BEGIN Provided material

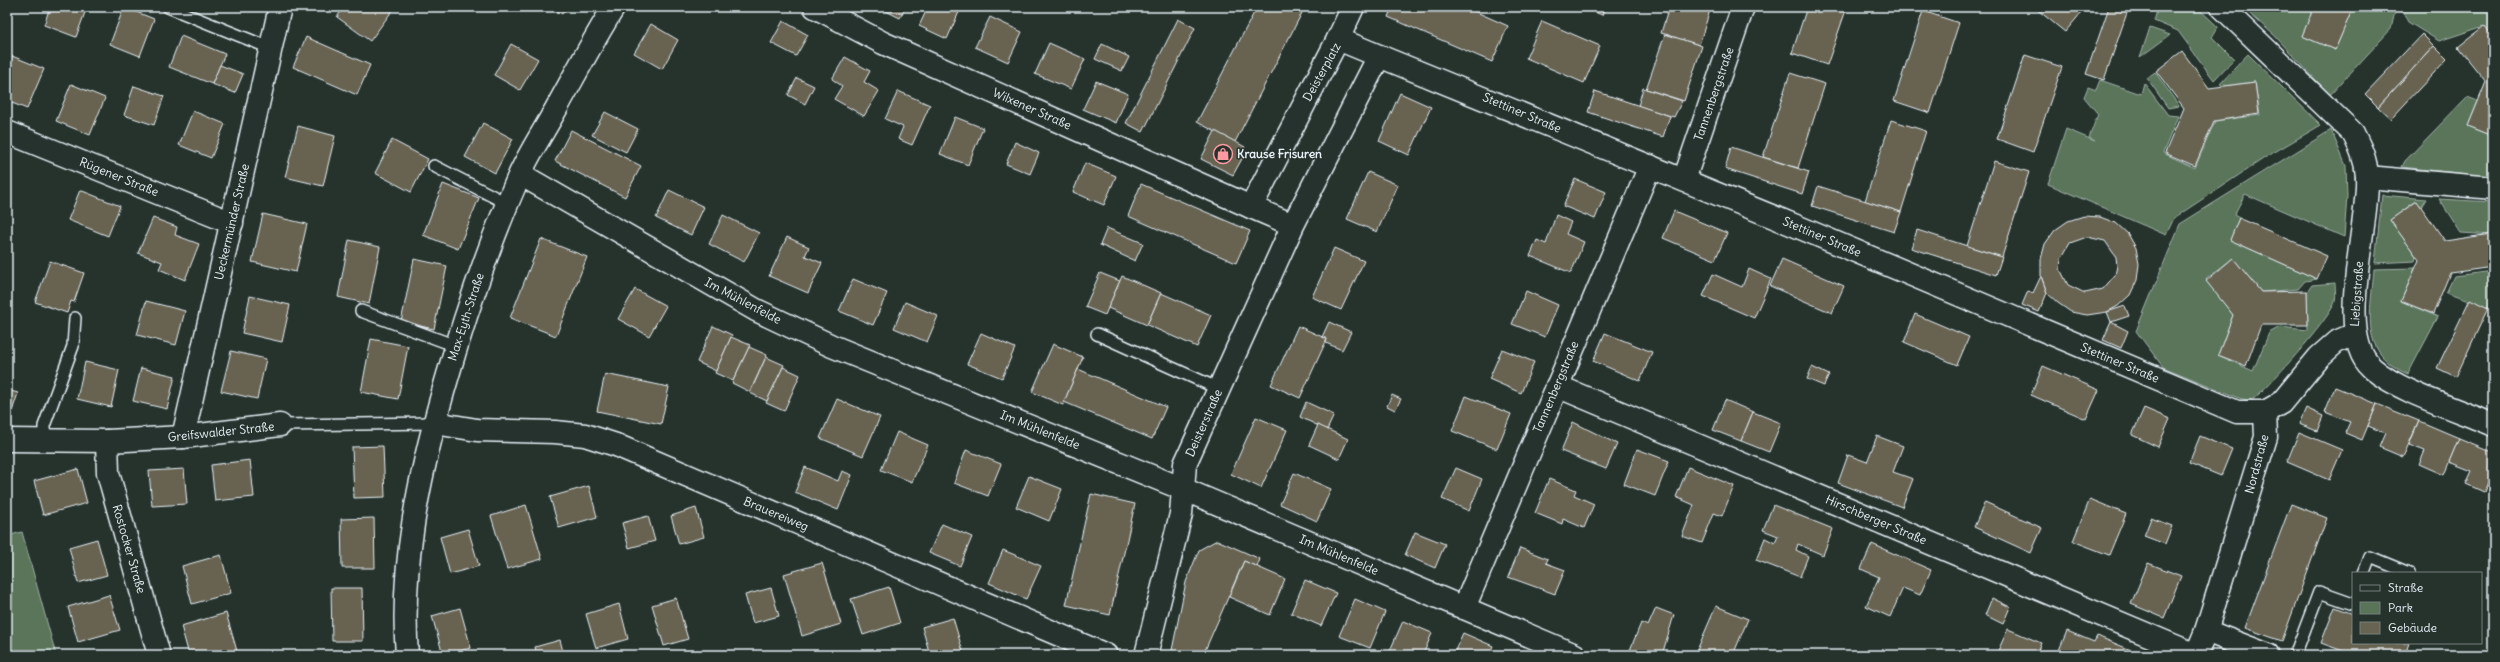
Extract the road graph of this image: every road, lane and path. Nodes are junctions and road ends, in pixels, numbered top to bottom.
1 (168, 7) edge
2 (280, 7) edge
3 (614, 7) edge
4 (815, 7) edge
5 (1353, 7) edge
6 (1743, 7) edge
7 (2222, 7) edge
8 (1338, 39) junction
9 (270, 48) junction
10 (1379, 56) junction
11 (7, 132) edge
12 (434, 166) dead end
13 (1650, 166) junction
14 (520, 174) junction
15 (2367, 177) junction
16 (1684, 180) junction
17 (2493, 188) edge
18 (508, 204) junction
19 (1251, 206) junction
20 (232, 223) junction
21 (1293, 226) junction
22 (361, 311) dead end
23 (75, 318) dead end
24 (1097, 334) dead end
25 (2355, 334) junction
26 (456, 346) junction
27 (1556, 386) junction
28 (1219, 389) junction
29 (2265, 412) junction
30 (435, 422) junction
31 (280, 425) joint
32 (2493, 425) edge
33 (183, 437) junction
34 (7, 440) edge
35 (44, 442) junction
36 (106, 442) junction
37 (1183, 489) junction
38 (2364, 572) edge
39 (2407, 572) edge
40 (2352, 604) edge
41 (1464, 608) junction
42 (2206, 631) junction
43 (159, 655) edge
44 (407, 655) edge
45 (1106, 655) edge
46 (1146, 655) edge
47 (1575, 655) edge
48 (2196, 655) edge
49 (2268, 655) edge
50 (2295, 655) edge

1 - 9 lane
2 - 9 street, Ueckermünder Straße
3 - 14 street, Max-Eyth-Straße
4 - 19 street, Wilxener Straße
5 - 8 street
6 - 16 street, Tannenbergstraße
7 - 15 street, Liebigstraße
8 - 10 street, Deisterplatz
8 - 19 street, Deisterplatz
9 - 20 street, Ueckermünder Straße
10 - 13 street, Stettiner Straße
10 - 21 street
11 - 20 street, Rügener Straße
12 - 18 lane
13 - 16 street, Stettiner Straße
13 - 27 street, Tannenbergstraße
14 - 18 street, Max-Eyth-Straße
14 - 37 street, Im Mühlenfelde
15 - 17 street
15 - 25 street, Liebigstraße
16 - 29 street, Stettiner Straße
18 - 26 street, Max-Eyth-Straße
19 - 21 street
20 - 33 street, Ueckermünder Straße
21 - 28 street, Deisterstraße
22 - 26 lane
23 - 35 lane
24 - 28 lane
25 - 29 street
25 - 32 street, Liebigstraße
26 - 30 street, Max-Eyth-Straße
27 - 41 street, Tannenbergstraße
27 - 48 street, Hirschberger Straße
28 - 37 street, Deisterstraße
29 - 42 street, Nordstraße
30 - 31 lane, Greifswalder Straße
30 - 44 street, Max-Eyth-Straße
30 - 45 street, Brauereiweg
31 - 33 street, Greifswalder Straße
33 - 36 street, Greifswalder Straße
34 - 35 street, Greifswalder Straße
35 - 36 street, Greifswalder Straße
36 - 43 street, Rostocker Straße
37 - 41 street, Im Mühlenfelde
37 - 46 street, Deisterstraße
38 - 39 lane
40 - 50 lane
41 - 47 street, Im Mühlenfelde
42 - 48 street, Nordstraße
42 - 49 street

END Provided material

- [Work required]: Reply with nothing but a number: how many lines of the entries above contain the string "lane"?

- [Answer below]: 9